A Anatel tem recebido muito apoio da mídia econômica nessa briga de comadre com o Banco Central. Como sempre, a mídia econômica fecha com todo mundo, menos com o interesse de seu leitor, no caso o usuário de telefonia e internet – a verdadeira vítima da incúria e da ineficiência dos serviços de telefonia e internet no Brasil, que começa nas operadoras, passa pelos provedores e chega à Anatel, formando um tripé infernal.

Uma exceção em meio à insensibilidade da mídia: depois de uma enxurrada de cartas de leitores indignados com a cobrança abusiva de pulsos nas conexões, o caderno Informática etc., do Globo, correu atrás de operadoras, provedores e Anatel para esclarecer as denúncias. A repórter Elis Monteiro, em matéria de 22/4, colheu absurdos dignos do troféu cara de jacarandá. O maior deles está num trecho das explicações da Telemar: "[O usuário] Fica mais tempo conectado do que deveria e tem a ‘sensação’ de ter usado menos".

Alguém já viu comentário mais surrealista do que esse? "Fica mais tempo conectado do que deveria"! Quem é a Telemar para julgar quanto o usuário "deve" ficar conectado?
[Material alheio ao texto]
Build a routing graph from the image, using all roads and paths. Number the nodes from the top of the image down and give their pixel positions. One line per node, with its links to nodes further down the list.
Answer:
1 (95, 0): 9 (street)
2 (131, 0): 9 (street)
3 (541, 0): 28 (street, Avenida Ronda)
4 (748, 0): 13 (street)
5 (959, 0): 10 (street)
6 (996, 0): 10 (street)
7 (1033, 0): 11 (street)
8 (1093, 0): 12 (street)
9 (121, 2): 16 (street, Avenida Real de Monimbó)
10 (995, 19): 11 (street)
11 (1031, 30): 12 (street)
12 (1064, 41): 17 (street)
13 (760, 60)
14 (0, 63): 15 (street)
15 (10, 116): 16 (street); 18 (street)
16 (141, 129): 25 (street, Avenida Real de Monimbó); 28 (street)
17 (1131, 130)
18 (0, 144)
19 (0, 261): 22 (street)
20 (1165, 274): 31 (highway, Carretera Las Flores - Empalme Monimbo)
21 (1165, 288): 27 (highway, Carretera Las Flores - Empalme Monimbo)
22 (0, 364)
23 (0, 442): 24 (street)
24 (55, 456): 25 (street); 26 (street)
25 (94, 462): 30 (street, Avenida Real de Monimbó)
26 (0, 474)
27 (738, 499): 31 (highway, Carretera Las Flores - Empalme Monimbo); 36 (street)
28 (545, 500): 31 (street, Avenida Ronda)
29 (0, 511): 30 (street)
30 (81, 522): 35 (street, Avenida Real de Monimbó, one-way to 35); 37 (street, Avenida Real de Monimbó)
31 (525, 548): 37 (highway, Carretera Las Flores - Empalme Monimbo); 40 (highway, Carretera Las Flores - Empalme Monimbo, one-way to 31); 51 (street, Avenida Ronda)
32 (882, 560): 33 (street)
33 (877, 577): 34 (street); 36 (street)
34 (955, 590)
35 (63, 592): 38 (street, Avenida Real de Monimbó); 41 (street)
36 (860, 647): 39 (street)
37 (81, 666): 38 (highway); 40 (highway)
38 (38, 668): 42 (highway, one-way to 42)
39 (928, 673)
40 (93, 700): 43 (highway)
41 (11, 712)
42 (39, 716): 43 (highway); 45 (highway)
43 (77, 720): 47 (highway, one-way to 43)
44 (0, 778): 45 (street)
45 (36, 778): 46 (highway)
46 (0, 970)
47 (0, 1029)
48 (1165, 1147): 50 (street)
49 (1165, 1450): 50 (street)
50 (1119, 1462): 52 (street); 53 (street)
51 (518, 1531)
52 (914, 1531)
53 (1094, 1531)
Resposta: uma operadora não-imbuída de suas obrigações, não-fiscalizada, não-punida. A causa dessa arrogância todos sabemos: o Brasil privatiza tudo segundo os "modernos" padrões de Primeiro Mundo, mas serviços e tarifas continuam adequadamente terceiro-mundistas, como Elio Gaspari cansa de lembrar. Nos Estados Unidos, por exemplo, essa turma não se criava: lá o usuário paga um pulso por cada ligação/conexão, em qualquer horário. As operadoras americanas vivem de assinaturas (e alguns serviços extras), portanto a elas interessa que todos tenham telefone. Como se vê, nosso conveniente modelo econômico não agrega o bom do neoliberalismo. Aqui, cobram fortunas por uma ligaçãozinha, e ainda reclamam da inadimplência.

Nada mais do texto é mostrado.